4. Learn Prayers of Gratitude. In many spiritual traditions, prayers of gratitude are considered to be the most powerful form of prayer, because through these prayers people recognize the ultimate source of all they are and all they will ever be.

5. Come to Your Senses. Through our senses—the ability to touch, see, smell, taste, and hear—we gain an appreciation of what it means to be human and of what an incredible miracle it is to be alive. Seen through the lens of gratitude, the human body is not only a miraculous construction, but also a gift.
6. Use Visual Reminders. Because the two primary obstacles to gratefulness are forgetfulness and a lack of mindful awareness, visual reminders can serve as cues to trigger thoughts of gratitude. Often times, the best visual reminders are other people.
7. Make a Vow to Practice Gratitude. Research shows that making an oath to perform a behavior increases the likelihood that the action will be executed. Therefore, write your own gratitude vow, which could be as simple as “I vow to count my blessings each day,” and post it somewhere where you will be reminded of it every day.
8. Watch your Language. Grateful people have a particular linguistic style that uses the language of gifts, givers, blessings, blessed, fortune, fortunate, and abundance. In gratitude, you should not focus on how inherently good you are, but rather on the inherently good things that others have done on your behalf.
9. Go Through the Motions. If you go through grateful motions, the emotion of gratitude should be triggered. Grateful motions include smiling, saying thank you, and writing letters of gratitude.
10. Think Outside the Box. If you want to make the most out of opportunities to flex your gratitude muscles, you must creatively look for new situations and circumstances in which to feel grateful.

Now I want to make sure that you understand that I am not implying that being grateful is the SOLUTION to happiness. When there is trauma or mental illness -professional help is vital to healing.

I have had periods of depression in my life and when my parents said things like-"you have so much to be grateful for" -it just made me more depressed. I already knew how blessed I was and hearing things like that-just made me feel more guilty for being sad. I figured I must be selfish if I could have so many blessings and yet still be sad. It was not until later in life that I learned that that is one clear sign of depression -feeling sad even though life is going so good.

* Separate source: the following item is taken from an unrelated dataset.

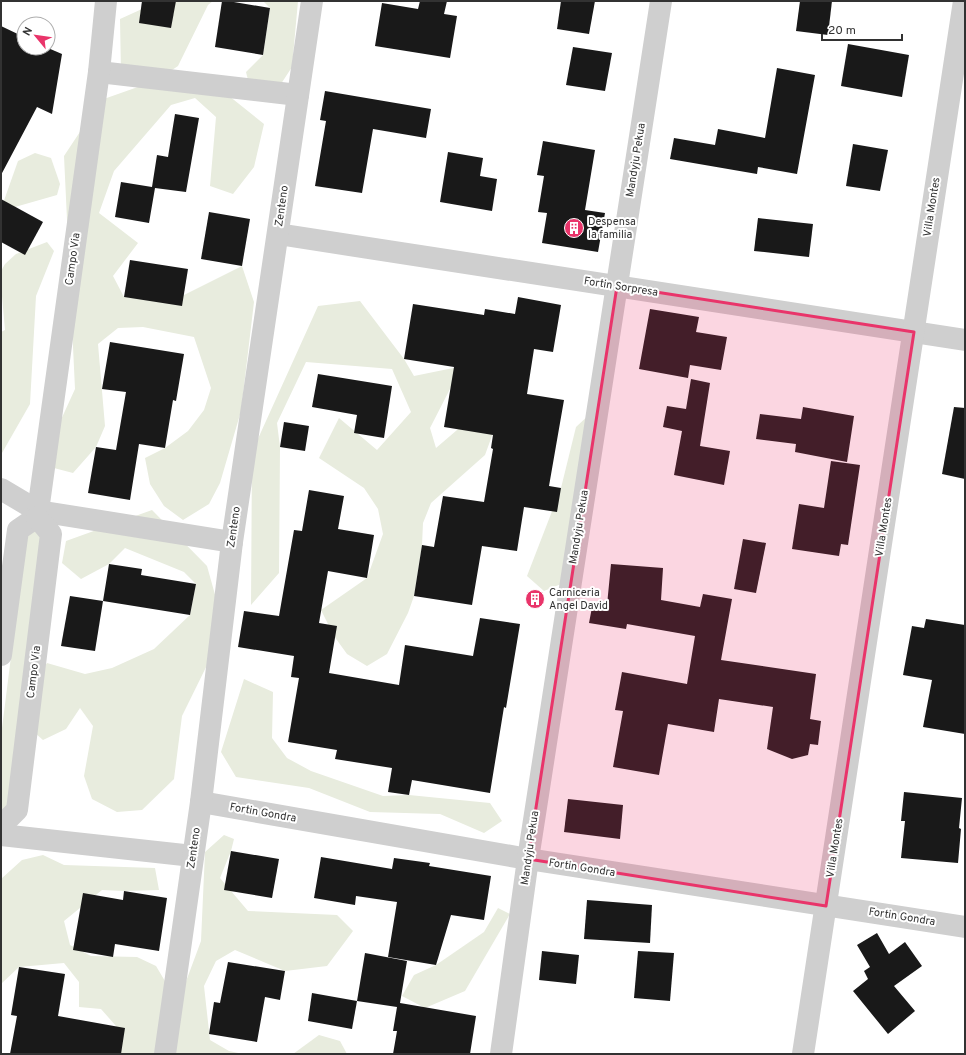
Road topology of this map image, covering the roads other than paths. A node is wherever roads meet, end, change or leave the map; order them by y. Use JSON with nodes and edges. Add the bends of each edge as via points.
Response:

The other thing I heard over and over again was "where much is given much is required. Just forget yourself and serve other people." Those are things a depressed person does NOT need to hear.  My whole life was about serving other people- so I could forget about how bad I was feeilng and I can attest that although it is rewarding to help others --it did not cure depression!

That said -grattitude in addition to professional help can help you heal!! The list above is not a magic list --it may not work for you. Can you find ways to feel grateful. For me it is taking a moment to notice nature around me. I find great joy in feeling the sun on my face, hearing the wind, smelling cool crisp air. Find what works for you.